A legacy in education: Remembering Limerick's Donogh O’Malley, a man ahead of his time

Sharon Slater

Reporter:

Sharon Slater

Email:

sharon.slater@limerickleader.ie

Donogh O'Malley pictured in 1967 for a feature done with the Limerick Leader

Donogh O'Malley pictured in 1967 for a feature done with the Limerick Leader

ON March 10, 1968 Donogh O’Malley died suddenly aged only 47 years old. Half a century later, we remember Donogh’s life and achievements ahead of a lecture on his life this week.

Donogh was born in Limerick in 1921, the youngest son of Joseph and Mary O’Malley. His primary education was with the Jesuits at Crescent College.

As young man, he was an avid swimmer and a member of the Blue Star Swimming Club. His prowess in the pool was noted as Limerick’s champion swimmer in the Leader’s sport pages from 1938. Even while studying in Clongowes Wood College in County Kildare and at University College Galway (UCG) he continued to swim for Limerick.

He was also heavily involved with rugby, winning a Munster Junior Cup medal with Shannon RFC in 1939. Unusually he played provincial rugby for Munster, Leinster and Connacht. He narrowly missed playing for Ulster while working in Northern Ireland.

He completed a degree in engineering at University College Galway in 1943. He then returned to Limerick, where he worked as an architect and engineer before becoming involved in politics. His early work included the planning of a number of cinemas throughout the city and county.

In 1954, Donogh ran in the general election and was elected to the Dáil as a member of Fianna Fáil. He retained his seat in the following three general elections. As a young politician one of the few born at the time who were born after Independence, he had a very different vision of Ireland far from the austere ideologies of the previous thirty years.

Meanwhile, he was elected a member Limerick City Council 1955, remaining a member until 1962. In 1961, he became Mayor of Limerick, the third O'Malley brother to hold the office.

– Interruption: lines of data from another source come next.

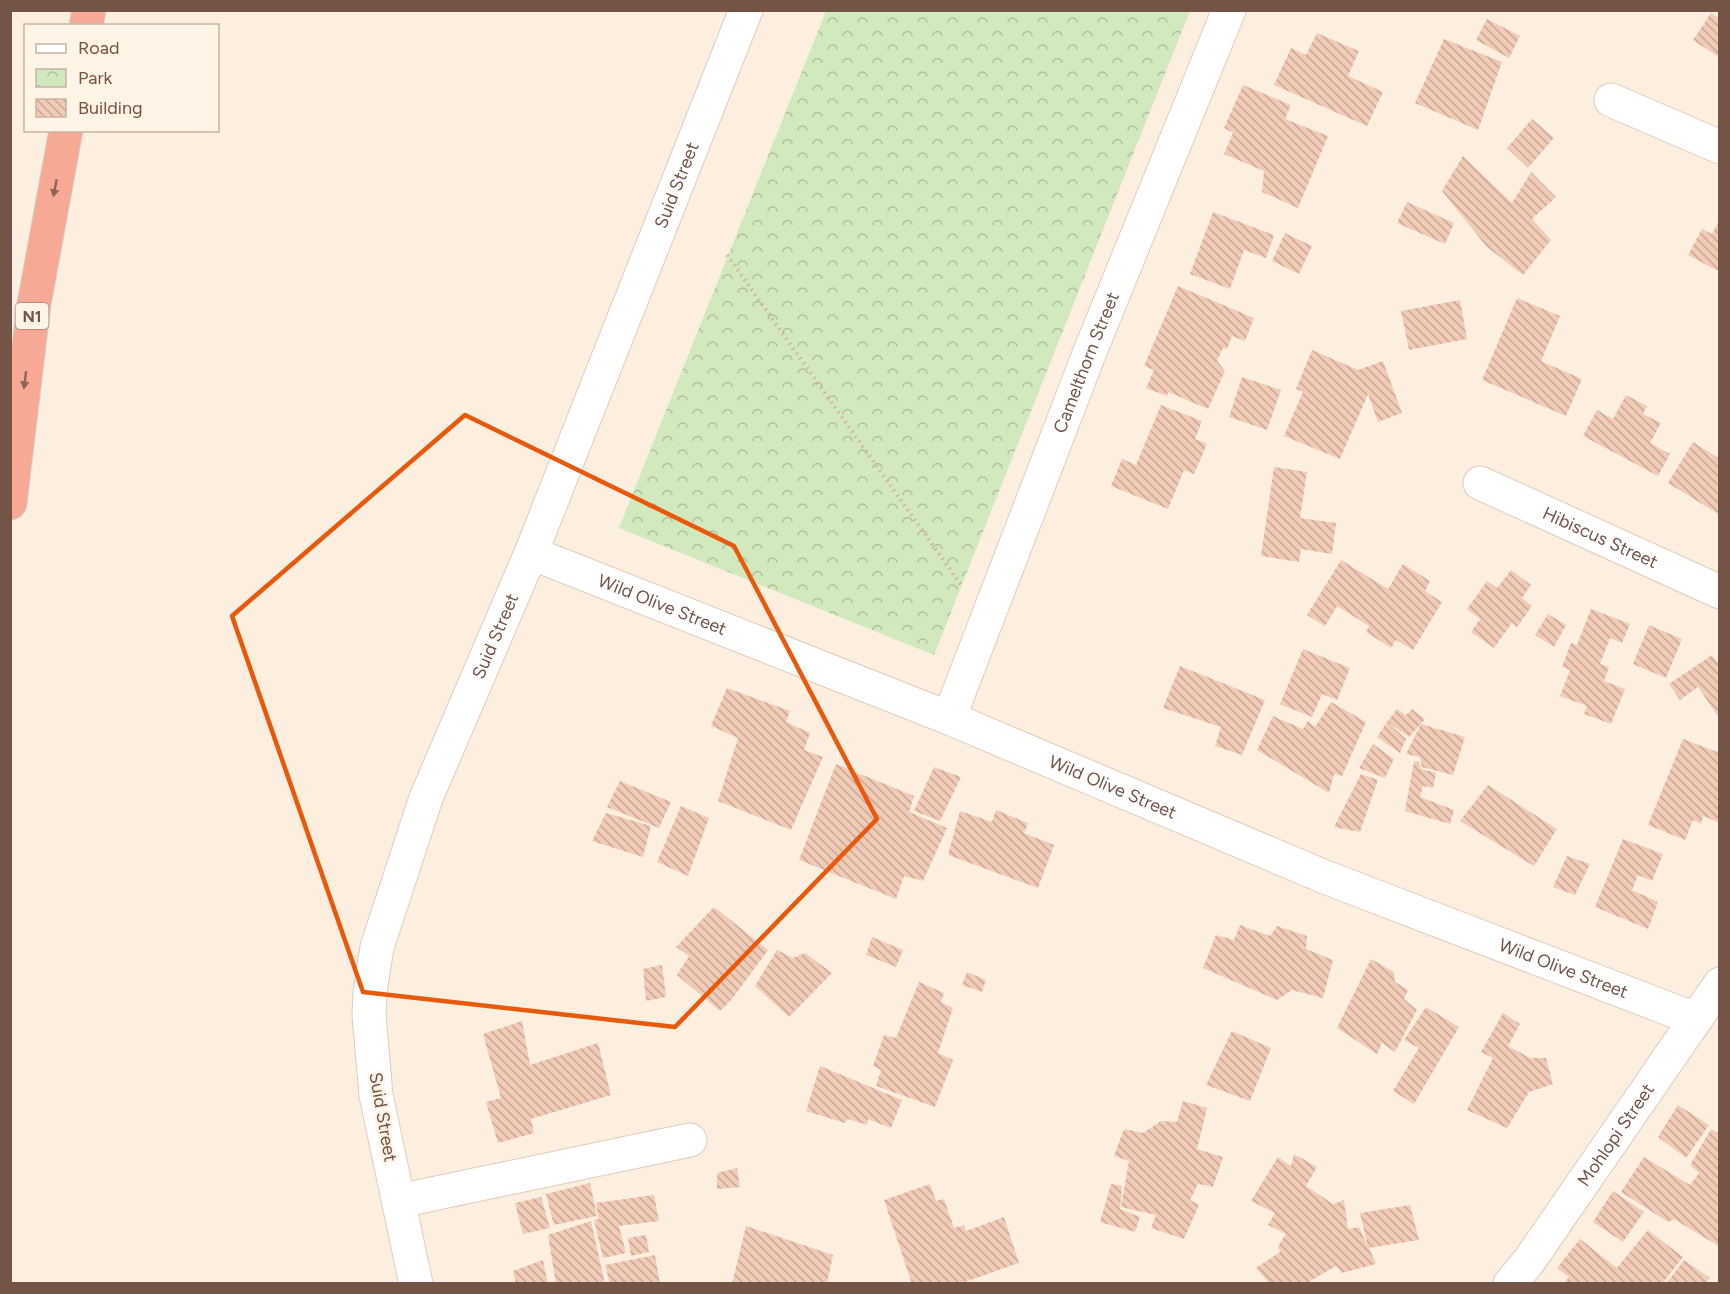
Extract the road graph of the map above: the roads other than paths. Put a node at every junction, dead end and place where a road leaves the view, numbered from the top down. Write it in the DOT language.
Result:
graph roads {
  1 [pos="746,10"];
  2 [pos="1229,10"];
  3 [pos="1611,100"];
  4 [pos="66,132"];
  5 [pos="1719,147"];
  6 [pos="1480,483"];
  7 [pos="10,503"];
  8 [pos="531,552"];
  9 [pos="1719,592"];
  10 [pos="949,718"];
  11 [pos="1719,984"];
  12 [pos="1695,1019"];
  13 [pos="690,1140"];
  14 [pos="399,1201"];
  15 [pos="416,1284"];
  16 [pos="1510,1284"];
  1 -- 8 [label="street, Suid Street"];
  2 -- 10 [label="street, Camelthorn Street"];
  3 -- 5 [label="street"];
  4 -- 7 [label="highway, N1, one-way"];
  6 -- 9 [label="street, Hibiscus Street"];
  8 -- 10 [label="street, Wild Olive Street"];
  8 -- 14 [label="street, Suid Street"];
  10 -- 12 [label="street, Wild Olive Street"];
  11 -- 12 [label="street, Mohlopi Street"];
  12 -- 16 [label="street, Mohlopi Street"];
  13 -- 14 [label="street"];
  14 -- 15 [label="street, Suid Street"];
}
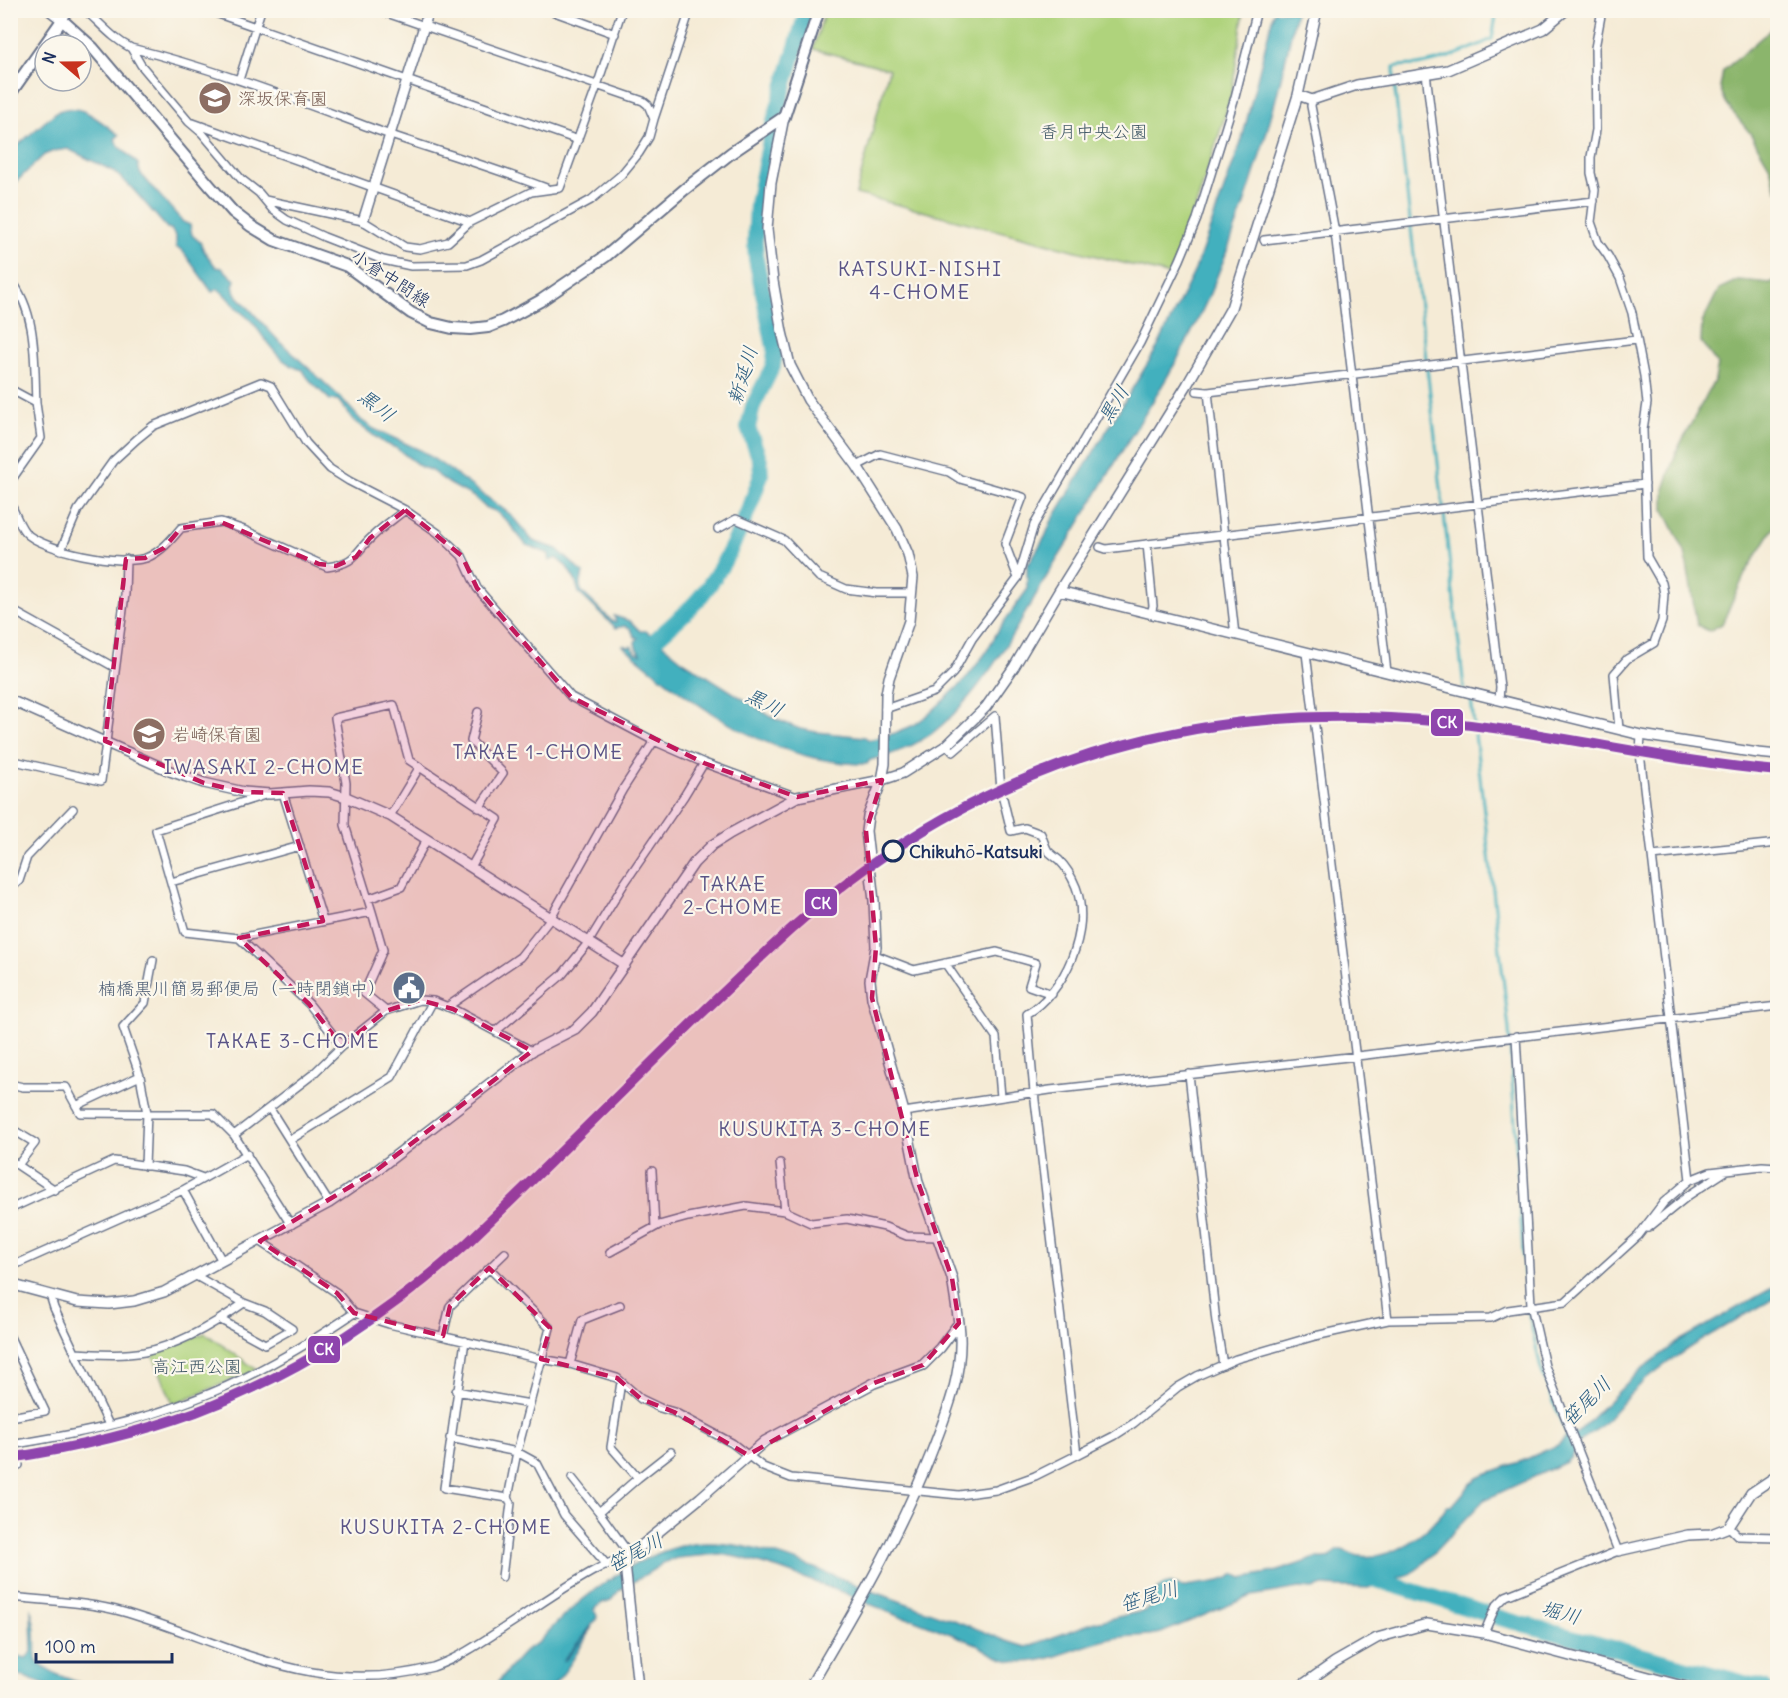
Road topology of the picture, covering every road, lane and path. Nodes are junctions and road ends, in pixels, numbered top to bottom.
1 (49, 10) edge
2 (85, 10) edge
3 (207, 10) edge
4 (261, 10) edge
5 (378, 10) edge
6 (429, 10) edge
7 (549, 10) edge
8 (622, 10) edge
9 (690, 10) edge
10 (819, 10) edge
11 (1257, 10) edge
12 (1317, 10) edge
13 (1566, 10) edge
14 (1602, 10) edge
15 (65, 14) edge
16 (424, 26) junction
17 (256, 27) junction
18 (615, 34) junction
19 (131, 48) junction
20 (1426, 73) junction
21 (407, 79) junction
22 (239, 80) junction
23 (597, 86) junction
24 (10, 94) edge
25 (1298, 95) junction
26 (1312, 100) junction
27 (784, 117) junction
28 (654, 119) junction
29 (189, 122) junction
30 (390, 134) junction
31 (578, 140) junction
32 (373, 187) junction
33 (547, 189) junction
34 (265, 200) junction
35 (1594, 201) junction
36 (1443, 220) junction
37 (363, 221) junction
38 (470, 222) junction
39 (1335, 232) junction
40 (1264, 240) dead end
41 (12, 284) edge
42 (1636, 340) junction
43 (1461, 361) junction
44 (1353, 374) junction
45 (10, 389) edge
46 (1197, 391) dead end
47 (1208, 392) junction
48 (36, 403) junction
49 (857, 466) junction
50 (10, 482) edge
51 (1645, 484) junction
52 (10, 503) edge
53 (1478, 503) junction
54 (405, 510) junction
55 (1370, 517) junction
56 (718, 529) dead end
57 (1224, 534) junction
58 (1147, 544) junction
59 (1100, 547) dead end
60 (62, 550) junction
61 (126, 559) junction
62 (1018, 578) junction
63 (1059, 591) junction
64 (911, 593) junction
65 (10, 609) edge
66 (1150, 614) junction
67 (1235, 635) junction
68 (1306, 652) junction
69 (114, 667) junction
70 (1387, 672) junction
71 (10, 700) edge
72 (1499, 700) junction
73 (885, 709) junction
74 (478, 712) dead end
75 (1619, 729) junction
76 (1641, 735) junction
77 (105, 741) junction
78 (654, 741) junction
79 (947, 745) junction
80 (1778, 754) edge
81 (10, 760) edge
82 (704, 763) junction
83 (418, 768) junction
84 (882, 780) junction
85 (283, 793) junction
86 (270, 794) junction
87 (346, 797) junction
88 (797, 797) junction
89 (479, 808) junction
90 (73, 809) dead end
91 (390, 816) junction
92 (427, 839) junction
93 (1778, 843) edge
94 (300, 846) junction
95 (1652, 856) junction
96 (471, 867) junction
97 (171, 882) junction
98 (10, 889) edge
99 (368, 899) junction
100 (372, 912) junction
101 (550, 919) junction
102 (323, 921) junction
103 (240, 938) junction
104 (588, 943) junction
105 (875, 955) junction
106 (153, 960) dead end
107 (945, 963) junction
108 (625, 966) junction
109 (1052, 994) junction
110 (433, 1001) junction
111 (1778, 1006) edge
112 (447, 1007) junction
113 (386, 1011) junction
114 (1671, 1019) junction
115 (496, 1030) junction
116 (1516, 1036) junction
117 (342, 1046) junction
118 (532, 1051) junction
119 (1356, 1056) junction
120 (1189, 1074) junction
121 (140, 1076) junction
122 (10, 1084) edge
123 (1034, 1092) junction
124 (1000, 1097) junction
125 (76, 1106) junction
126 (270, 1108) junction
127 (904, 1112) junction
128 (147, 1113) junction
129 (10, 1128) edge
130 (234, 1135) junction
131 (290, 1140) junction
132 (247, 1154) junction
133 (10, 1160) edge
134 (780, 1163) dead end
135 (18, 1165) junction
136 (145, 1166) junction
137 (1778, 1167) edge
138 (1729, 1169) junction
139 (652, 1171) dead end
140 (203, 1178) junction
141 (1690, 1180) junction
142 (55, 1190) junction
143 (183, 1190) junction
144 (329, 1203) junction
145 (10, 1209) edge
146 (785, 1211) junction
147 (291, 1225) junction
148 (655, 1227) junction
149 (1638, 1236) junction
150 (938, 1237) junction
151 (260, 1241) junction
152 (610, 1252) dead end
153 (505, 1253) dead end
154 (222, 1261) junction
155 (10, 1267) edge
156 (489, 1268) junction
157 (196, 1276) junction
158 (10, 1284) edge
159 (50, 1295) junction
160 (244, 1303) junction
161 (620, 1305) dead end
162 (1531, 1305) junction
163 (354, 1313) junction
164 (221, 1320) junction
165 (1388, 1320) junction
166 (959, 1323) junction
167 (443, 1335) junction
168 (10, 1337) edge
169 (465, 1341) junction
170 (75, 1353) junction
171 (541, 1359) junction
172 (570, 1364) junction
173 (1222, 1365) junction
174 (621, 1382) junction
175 (456, 1391) junction
176 (530, 1404) junction
177 (10, 1417) edge
178 (109, 1425) junction
179 (450, 1438) junction
180 (10, 1445) edge
181 (517, 1452) junction
182 (671, 1452) dead end
183 (747, 1455) junction
184 (1077, 1455) junction
185 (10, 1465) edge
186 (19, 1465) dead end
187 (1778, 1475) edge
188 (572, 1478) dead end
189 (638, 1478) junction
190 (916, 1493) junction
191 (508, 1498) junction
192 (598, 1512) junction
193 (1729, 1527) junction
194 (1778, 1537) edge
195 (1618, 1551) junction
196 (630, 1555) junction
197 (607, 1565) junction
198 (502, 1577) dead end
199 (10, 1597) edge
200 (1484, 1631) junction
201 (638, 1688) edge
202 (809, 1688) edge
203 (1298, 1688) edge
204 (1690, 1688) edge

1 - 15 street
2 - 19 street
3 - 17 street
4 - 17 street
5 - 16 street
6 - 16 street
7 - 18 street
8 - 18 street
9 - 28 street
10 - 27 main road
11 - 62 street
12 - 25 street
13 - 20 street
14 - 35 street
15 - 24 main road
15 - 27 main road, 小倉中間線
16 - 21 street
16 - 23 street
17 - 21 street
17 - 22 street
18 - 23 street
19 - 22 street
19 - 29 street
20 - 26 street
20 - 36 street
21 - 30 street
21 - 31 street
22 - 30 street
23 - 28 street
23 - 31 street
25 - 26 street
25 - 63 street
26 - 39 street
27 - 49 street
28 - 34 street
29 - 32 street
29 - 34 street
30 - 32 street
30 - 33 street
31 - 33 street
32 - 37 street
32 - 38 street
33 - 38 street
34 - 37 street
35 - 36 street
35 - 42 street
36 - 39 street
36 - 43 street
37 - 38 street
39 - 40 street
39 - 44 street
41 - 48 street
42 - 43 street
42 - 51 street
43 - 44 street
43 - 53 street
44 - 47 street
44 - 55 street
45 - 48 street
46 - 47 street
47 - 57 street
48 - 50 street
49 - 62 street
49 - 64 street
51 - 53 street
51 - 75 street
52 - 60 street
53 - 55 street
53 - 72 street
54 - 60 street
54 - 61 street
54 - 78 street
55 - 57 street
55 - 70 street
56 - 64 street
57 - 58 street
57 - 67 street
58 - 59 street
58 - 66 street
60 - 61 street
61 - 69 street
62 - 73 street
63 - 66 street
63 - 79 street
64 - 73 street
65 - 69 street
66 - 67 street
67 - 68 street
68 - 70 street
68 - 119 street
69 - 77 street
70 - 72 street
71 - 77 street
72 - 75 street
73 - 84 street
74 - 89 street
75 - 76 street
76 - 80 street
76 - 95 street
77 - 81 street
77 - 86 street
78 - 82 street
78 - 101 street
79 - 84 street
79 - 109 street
82 - 88 street
82 - 104 street
83 - 87 street
83 - 89 street
83 - 91 street
84 - 88 street
84 - 105 street
85 - 86 street
85 - 87 street
85 - 94 street
86 - 97 street
87 - 91 street
87 - 99 street
88 - 108 street
89 - 96 street
90 - 98 street
91 - 92 street
92 - 96 street
92 - 99 street
93 - 95 street
94 - 97 street
94 - 102 street
95 - 114 street
96 - 101 street
97 - 103 street
99 - 100 street
100 - 102 street
100 - 113 street
101 - 104 street
101 - 112 street
102 - 103 street
103 - 117 street
104 - 108 street
104 - 115 street
105 - 107 street
105 - 127 street
106 - 121 street
107 - 109 street
107 - 124 street
108 - 118 street
109 - 123 street
110 - 112 street
110 - 113 street
110 - 131 street
111 - 114 street
112 - 115 street
113 - 117 street
114 - 116 street
114 - 141 street
115 - 118 street
116 - 119 street
116 - 162 street
117 - 126 street
118 - 144 street
119 - 120 street
119 - 165 street
120 - 123 street
120 - 173 street
121 - 125 street
121 - 128 street
122 - 125 street
123 - 124 street
123 - 184 street
124 - 127 street
125 - 128 street
126 - 130 street
126 - 131 street
127 - 150 street
128 - 130 street
128 - 136 street
129 - 135 street
130 - 132 street
131 - 144 street
132 - 140 street
132 - 147 street
133 - 135 street
134 - 146 street
135 - 142 street
136 - 140 street
136 - 142 street
137 - 138 street
138 - 141 street
138 - 149 street
139 - 148 street
140 - 143 street
141 - 149 street
142 - 145 street
143 - 154 street
143 - 155 street
144 - 147 street
146 - 148 street
146 - 150 street
147 - 151 street
148 - 152 street
149 - 162 street
150 - 166 street
151 - 154 street
151 - 163 street
153 - 156 street
154 - 157 street
156 - 167 street
156 - 171 street
157 - 159 street
157 - 160 street
158 - 159 street
159 - 170 street
160 - 164 street
160 - 164 street
161 - 172 street
162 - 165 street
162 - 195 street
163 - 167 street
163 - 178 street
164 - 170 street
165 - 173 street
166 - 183 street
166 - 190 street
167 - 169 street
168 - 177 street
169 - 171 street
169 - 175 street
170 - 178 street
171 - 172 street
171 - 176 street
172 - 174 street
173 - 184 street
174 - 183 street
174 - 189 street
175 - 176 street
175 - 179 street
176 - 181 street
178 - 180 street
179 - 181 street
179 - 191 street
181 - 191 street
181 - 197 street
182 - 189 street
183 - 190 street
183 - 196 street
184 - 190 street
185 - 186 street
187 - 193 street
188 - 192 street
189 - 192 street
190 - 202 street
191 - 198 street
192 - 196 street
193 - 194 street
193 - 195 street
195 - 200 street
196 - 197 street
196 - 201 street
197 - 199 street
200 - 203 street
200 - 204 street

Desmond O'Malley was mayor from 1941 to 1943 and Michael O'Malley from 1948 to 1949.

Donogh resigned as mayor in November 1961, as he was appointed Parliamentary Secretary to the Minister for Finance with special responsibility for the Board of Works. In 1965, he was appointed as Minister for Health. The following year he became the Minister for Education a role he held until his death.

His period in office was the most revolutionary in the Irish education system since Independence. He introduced a free secondary school education and free schools transport. This put second level education into the reach of children from all strata of Irish society.

In his personal life Donogh married Dr Hilda Moriarty (1922–1991) in August 1947. The couple had two children, Daragh O'Malley, actor, and Suzanne, a fashion designer.

Following the announcement of Donogh’s sudden death, the bells of St Mary’s Cathedral tolled. Thousands thronged the route of his State Funeral from St John’s Cathedral to Mount Saint Lawrence Cemetery. The President Eamon de Valera lead the nation into mourning, and dignitaries of Church and State joined in the final tributes to a man whose true potential was only just beginning to come to reality.

His memory lives on in Limerick; in 1970, the newly opened O’Malley Park in Southill was named in his honour.

To mark this anniversary the Dr. Geraldine Mooney Simmie, Senior Lecturer, Education Faculty, University of Limerick as part of the Limerick Lifelong Learning Festival will be delivering a lecture 'Remembering Donogh O’Malley T.D' at 7pm on March 22, 2018 at Engine Building, Upper Cecil Street.